Há muitos significados no futebol – no jogo, em seus rituais e nas atitudes dos torcedores – que transcendem o esporte. Um estádio é, inicialmente, um espaço hierarquizado onde as estruturas sociais estão demarcadas espacialmente. A amplitude destas demarcações tem sido reduzida nos novos estádios e o preço dos ingressos, especialmente, tornou-se um obstáculo para a presença de torcedores mais pobres. Um dos efeitos desse processo tem sido o “branqueamento” das arquibancadas. Como se viu na Copa, as imagens das câmeras sobre as torcidas mostraram uma paisagem protonórdica, etnicamente não representativa do Brasil, um País que, a par de sua diversidade racial, é formado predominantemente por população não-branca.

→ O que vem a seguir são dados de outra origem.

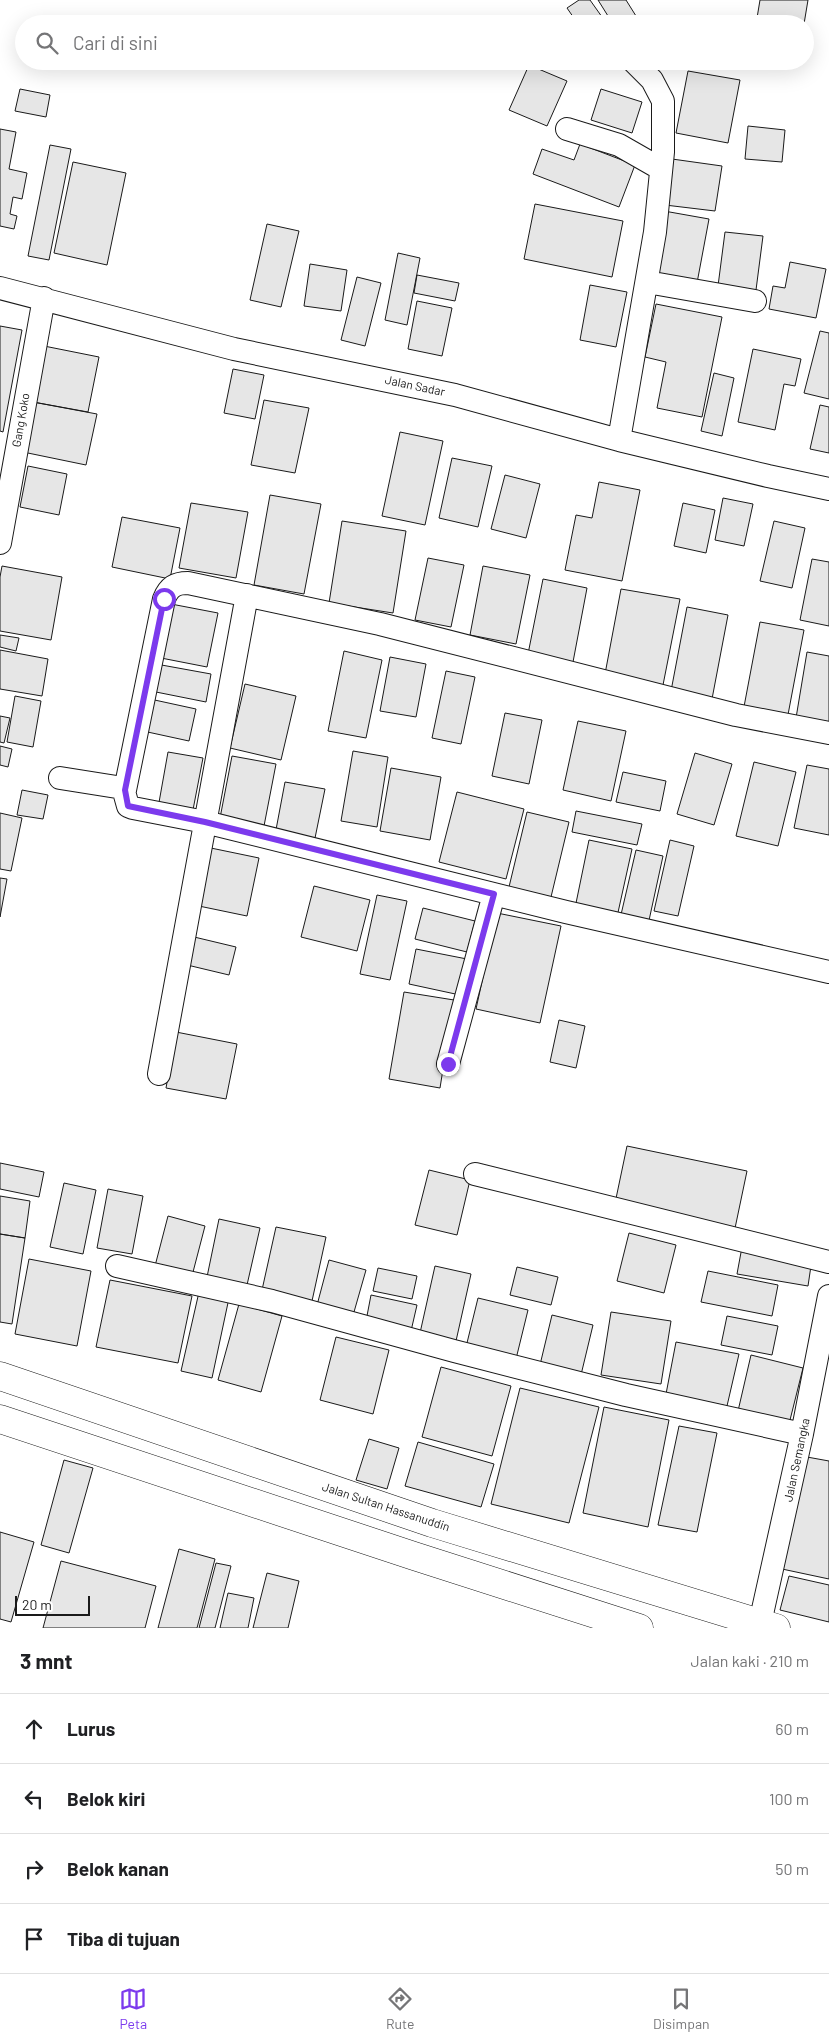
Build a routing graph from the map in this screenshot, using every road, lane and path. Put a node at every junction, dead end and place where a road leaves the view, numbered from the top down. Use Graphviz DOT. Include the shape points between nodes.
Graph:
graph roads {
  1 [pos="642,70"];
  2 [pos="568,129"];
  3 [pos="661,170"];
  4 [pos="647,282"];
  5 [pos="0,288"];
  6 [pos="44,298"];
  7 [pos="755,301"];
  8 [pos="619,440"];
  9 [pos="829,489"];
  10 [pos="0,543"];
  11 [pos="247,595"];
  12 [pos="829,733"];
  13 [pos="60,778"];
  14 [pos="125,790"];
  15 [pos="205,822"];
  16 [pos="494,894"];
  17 [pos="829,972"];
  18 [pos="448,1064"];
  19 [pos="159,1074"];
  20 [pos="475,1174"];
  21 [pos="829,1262"];
  22 [pos="117,1266"];
  23 [pos="829,1296"];
  24 [pos="0,1376"];
  25 [pos="820,1392"];
  26 [pos="0,1419"];
  27 [pos="802,1434"];
  28 [pos="432,1523"];
  29 [pos="414,1556"];
  30 [pos="768,1625"];
  31 [pos="639,1628"];
  1 -- 3 [label="street" via="652,80 663,101"];
  2 -- 3 [label="street" via="619,145"];
  3 -- 4 [label="street"];
  4 -- 7 [label="street"];
  4 -- 8 [label="street"];
  5 -- 6 [label="street, Jalan Sadar"];
  6 -- 8 [label="street, Jalan Sadar" via="234,350 455,394"];
  6 -- 10 [label="street, Gang Koko"];
  8 -- 9 [label="street, Jalan Sadar"];
  11 -- 12 [label="street" via="380,624 736,715"];
  11 -- 14 [label="street" via="188,583 173,585 167,591"];
  11 -- 15 [label="street"];
  13 -- 14 [label="street"];
  14 -- 15 [label="street" via="128,806"];
  15 -- 16 [label="street"];
  15 -- 19 [label="street"];
  16 -- 17 [label="street"];
  16 -- 18 [label="street"];
  20 -- 21 [label="street"];
  22 -- 27 [label="street" via="272,1301 626,1394"];
  23 -- 25 [label="street, Jalan Semangka"];
  24 -- 28 [label="main road, Jalan Sultan Hassanuddin"];
  25 -- 27 [label="street, Jalan Semangka"];
  26 -- 29 [label="main road"];
  27 -- 30 [label="street, Jalan Semangka"];
  28 -- 29 [label="main road"];
  28 -- 30 [label="main road, Jalan Sultan Hassanuddin"];
  29 -- 31 [label="main road"];
}
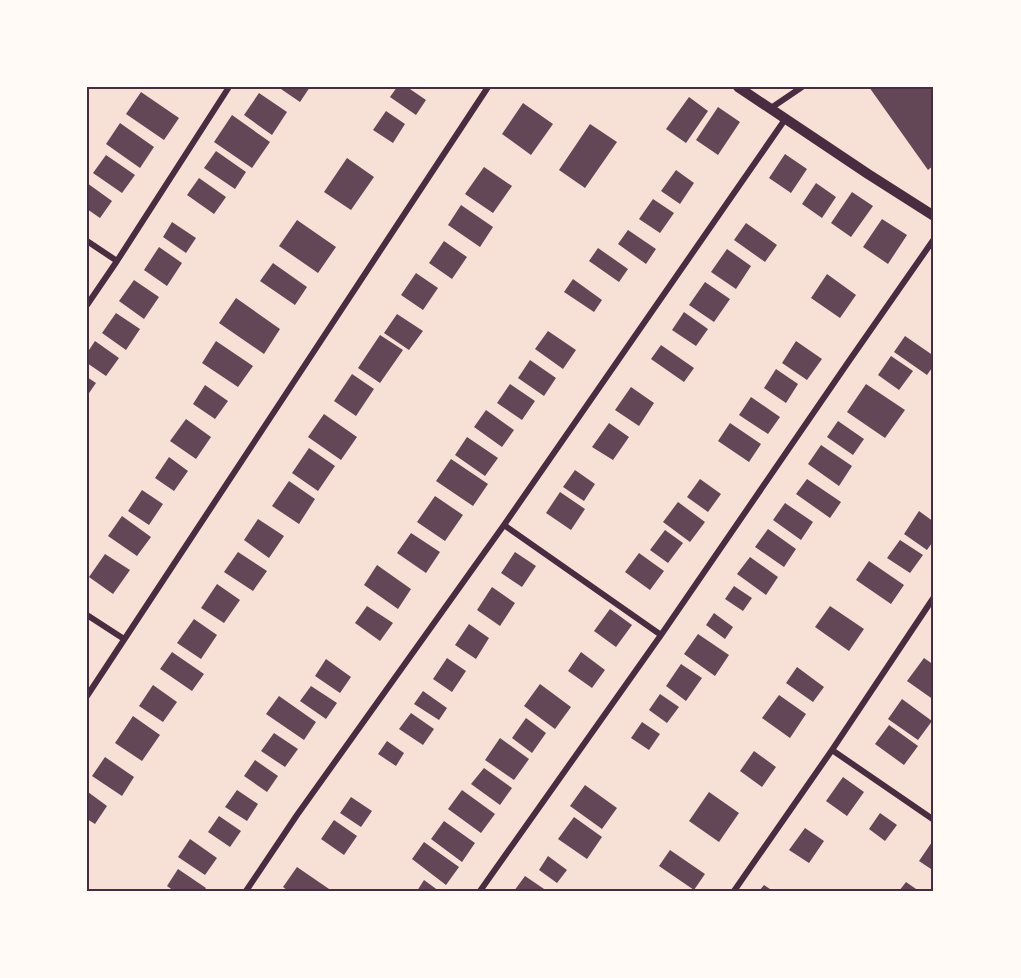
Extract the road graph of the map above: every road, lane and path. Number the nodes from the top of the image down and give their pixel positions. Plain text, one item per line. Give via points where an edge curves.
1 (229, 87) edge
2 (488, 87) edge
3 (738, 87) edge
4 (802, 87) edge
5 (771, 108) junction
6 (786, 118) junction
7 (934, 216) edge
8 (934, 239) edge
9 (87, 241) edge
10 (117, 261) junction
11 (87, 305) edge
12 (504, 525) junction
13 (934, 597) edge
14 (87, 615) edge
15 (661, 635) junction
16 (124, 639) junction
17 (87, 696) edge
18 (832, 750) junction
19 (934, 820) edge
20 (246, 891) edge
21 (480, 891) edge
22 (734, 891) edge

1 - 10 street
2 - 16 street
3 - 5 street
4 - 5 street
5 - 6 street
6 - 7 street
6 - 12 street
8 - 15 street
9 - 10 street
10 - 11 street
12 - 15 street
12 - 20 street
13 - 18 street
14 - 16 street
15 - 21 street
16 - 17 street
18 - 19 street
18 - 22 street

As cenas explícitas do racismo persistente no futebol têm, felizmente, produzido indignação. Ao lado da intolerância e da disposição covarde de ofender alguém por sua etnia, temos, finalmente, a justa demanda pela responsabilização dos ofensores. Trata-se de uma encruzilhada entre a civilização e seus adversários que o Brasil precisa superar.

Outro dia, no Fantástico, da rede Globo, uma excepcional matéria jornalística revelou o drama dos imigrantes negros, africanos e centro-americanos, que vêm ao Brasil em busca de trabalho e vida digna. A matéria abriu com alguns depoimentos profundamente preconceituosos de caxienses. Em síntese, eles se manifestaram contra o “convívio” com os ganeses e houve quem alertasse para as “terríveis doenças” que os imigrantes poderiam trazer. Claro que estas opiniões não são as de todos os residentes, mas espanta que possam ser representativas e que surjam em uma região que deve sua existência à imigração. A indignação pública diante das manifestações xenófobas, de qualquer maneira, foi sensivelmente menor do que a que temos visto frente ao racismo no futebol. Será por que se acredita que não haja racismo nelas?  É possível que alguém imagine contrariedade e medo dos caxienses se os imigrantes fossem holandeses?

Aqui no RS, recentemente, dois deputados, um do PP, outro do PMDB, realizaram pronunciamentos racistas e homofóbicos. Os discursos foram gravados e as expressões usadas – sobre “tudo aquilo que não presta” – são de conhecimento público. Os parlamentares sequer se desculparam. Para seus partidos, não há qualquer problema, inclusive, que eles tenham legenda e se apresentem como candidatos à reeleição. Também não se falou mais no assunto por estas bandas. Compreensível. Os adversários da civilização, como se sabe, não estão apenas dentro dos estádios de futebol.

 

Marcos Rolim – Zero Hora, 31 de agosto 2014.